Hacker Newsnew | past | comments | ask | show | jobs | submitlogin
James Baldwin, Here and Elsewhere (publicbooks.org)
76 points by apollinaire on Feb 1, 2021 | hide | past | favorite | 30 comments


Baldwin could see things that ordinary commentators couldn't because he saw the world through other people's eyes, and felt the machinery of their thoughts.

In this 1965 appearance at Cambridge University, he mesmerises the audience by telling them what it's like to grow up black in America not even knowing you're black, until one day, as a young child, you catch yourself in the mirror and realise you aren't the person your culture is built for. You actually don't exist, because there is no space in your culture's stories for you.

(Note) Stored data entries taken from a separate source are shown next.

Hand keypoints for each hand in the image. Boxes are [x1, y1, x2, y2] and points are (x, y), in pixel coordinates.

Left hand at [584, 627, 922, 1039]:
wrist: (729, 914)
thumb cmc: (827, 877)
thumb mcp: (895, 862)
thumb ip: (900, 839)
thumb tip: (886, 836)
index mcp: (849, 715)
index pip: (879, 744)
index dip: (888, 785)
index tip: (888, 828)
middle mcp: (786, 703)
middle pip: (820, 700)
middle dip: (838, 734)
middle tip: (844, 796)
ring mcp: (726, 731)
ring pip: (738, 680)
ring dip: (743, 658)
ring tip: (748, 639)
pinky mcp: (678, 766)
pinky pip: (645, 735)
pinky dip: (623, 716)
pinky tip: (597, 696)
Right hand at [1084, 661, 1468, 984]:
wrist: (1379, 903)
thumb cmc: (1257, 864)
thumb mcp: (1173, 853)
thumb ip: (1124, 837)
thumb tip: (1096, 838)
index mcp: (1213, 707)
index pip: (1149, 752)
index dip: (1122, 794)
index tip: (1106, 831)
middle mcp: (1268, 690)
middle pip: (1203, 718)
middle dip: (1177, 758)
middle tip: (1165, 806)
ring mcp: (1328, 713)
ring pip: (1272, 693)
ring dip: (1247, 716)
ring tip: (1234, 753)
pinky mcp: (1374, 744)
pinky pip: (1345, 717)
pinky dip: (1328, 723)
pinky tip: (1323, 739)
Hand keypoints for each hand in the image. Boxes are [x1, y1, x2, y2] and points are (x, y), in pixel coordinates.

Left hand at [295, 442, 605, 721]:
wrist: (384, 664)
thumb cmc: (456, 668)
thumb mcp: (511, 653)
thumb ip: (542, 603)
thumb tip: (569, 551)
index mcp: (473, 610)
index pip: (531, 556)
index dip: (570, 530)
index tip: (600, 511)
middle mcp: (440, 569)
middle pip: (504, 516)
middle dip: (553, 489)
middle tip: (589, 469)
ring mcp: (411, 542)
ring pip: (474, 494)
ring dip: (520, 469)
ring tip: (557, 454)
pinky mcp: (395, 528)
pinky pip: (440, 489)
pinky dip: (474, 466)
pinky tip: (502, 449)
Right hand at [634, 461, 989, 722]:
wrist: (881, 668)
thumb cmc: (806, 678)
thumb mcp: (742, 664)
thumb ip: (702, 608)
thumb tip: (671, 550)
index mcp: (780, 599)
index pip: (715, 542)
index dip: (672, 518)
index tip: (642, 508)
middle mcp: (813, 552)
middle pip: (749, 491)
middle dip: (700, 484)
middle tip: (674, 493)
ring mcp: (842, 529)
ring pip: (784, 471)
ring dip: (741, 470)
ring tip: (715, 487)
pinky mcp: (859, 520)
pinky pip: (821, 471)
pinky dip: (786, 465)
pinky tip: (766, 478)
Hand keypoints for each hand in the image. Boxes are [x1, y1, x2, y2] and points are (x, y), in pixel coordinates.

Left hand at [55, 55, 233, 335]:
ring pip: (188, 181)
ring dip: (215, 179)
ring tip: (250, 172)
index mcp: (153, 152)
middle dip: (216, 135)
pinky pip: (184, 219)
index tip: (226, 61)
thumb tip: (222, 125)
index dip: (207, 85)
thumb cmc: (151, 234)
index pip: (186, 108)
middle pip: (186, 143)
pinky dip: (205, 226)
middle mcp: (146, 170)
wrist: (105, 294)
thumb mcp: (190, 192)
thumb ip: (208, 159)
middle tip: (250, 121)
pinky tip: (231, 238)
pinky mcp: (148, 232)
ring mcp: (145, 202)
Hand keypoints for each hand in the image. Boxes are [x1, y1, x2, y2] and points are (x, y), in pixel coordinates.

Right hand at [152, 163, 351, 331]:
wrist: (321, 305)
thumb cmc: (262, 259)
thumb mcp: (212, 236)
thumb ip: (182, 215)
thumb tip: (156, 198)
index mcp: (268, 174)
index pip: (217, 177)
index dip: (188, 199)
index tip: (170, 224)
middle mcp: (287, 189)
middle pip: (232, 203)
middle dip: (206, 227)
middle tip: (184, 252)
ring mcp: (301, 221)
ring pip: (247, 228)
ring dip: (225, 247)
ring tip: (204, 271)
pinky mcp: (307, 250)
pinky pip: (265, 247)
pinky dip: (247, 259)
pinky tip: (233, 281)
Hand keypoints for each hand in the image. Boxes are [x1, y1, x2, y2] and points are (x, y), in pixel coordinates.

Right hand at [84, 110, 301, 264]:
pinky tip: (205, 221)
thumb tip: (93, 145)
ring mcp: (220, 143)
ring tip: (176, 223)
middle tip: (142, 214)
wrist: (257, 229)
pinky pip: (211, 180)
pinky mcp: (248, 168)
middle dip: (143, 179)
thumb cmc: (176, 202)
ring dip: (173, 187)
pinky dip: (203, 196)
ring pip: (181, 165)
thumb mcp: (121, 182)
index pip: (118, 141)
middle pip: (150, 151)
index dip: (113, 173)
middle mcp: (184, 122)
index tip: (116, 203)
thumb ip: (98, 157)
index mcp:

What brings the predominantly white male audience at Cambridge Union to their feet for a standing ovation, beyond Baldwin's faultless elocution, is his mastery of white American experience. He speaks about racism from inside out, considering that what has happened to white Americans who have succumbed to the disease of racism is worse than what has happened to black Americans who suffer it.

https://www.youtube.com/watch?v=5Tek9h3a5wQ


>he mesmerises the audience by telling them what it's like to grow up black in America not even knowing you're black, until one day, as a young child, you catch yourself in the mirror and realise you aren't the person your culture is built for. You actually don't exist, because there is no space in your culture's stories for you.

This seems like a pretty obvious and unsurprising consequence of descending from people that were only brought into that civilization to provide slave labor. How many civilizations have made special effort to reshape their culture for the benefit of the descendants of their slaves? I think anyone that appears "mesmerized" by hearing that probably has not thought very much about the topic, or is putting on a show.


Is there anything comparable to experience of Blacks in America from the cultural standpoint in modern (after Middle Ages) times? For example Black people were brought as slaves into South America and into Caribbean region in particular but were they excluded from the society in the same manner? Were Blacks in South America after getting freedom from slavery segregated in the same way as in US? It is not a question of 'special effort' it is more of the question of why descendants of slaves were not viewed as part of the civilization, why there was such push against integration.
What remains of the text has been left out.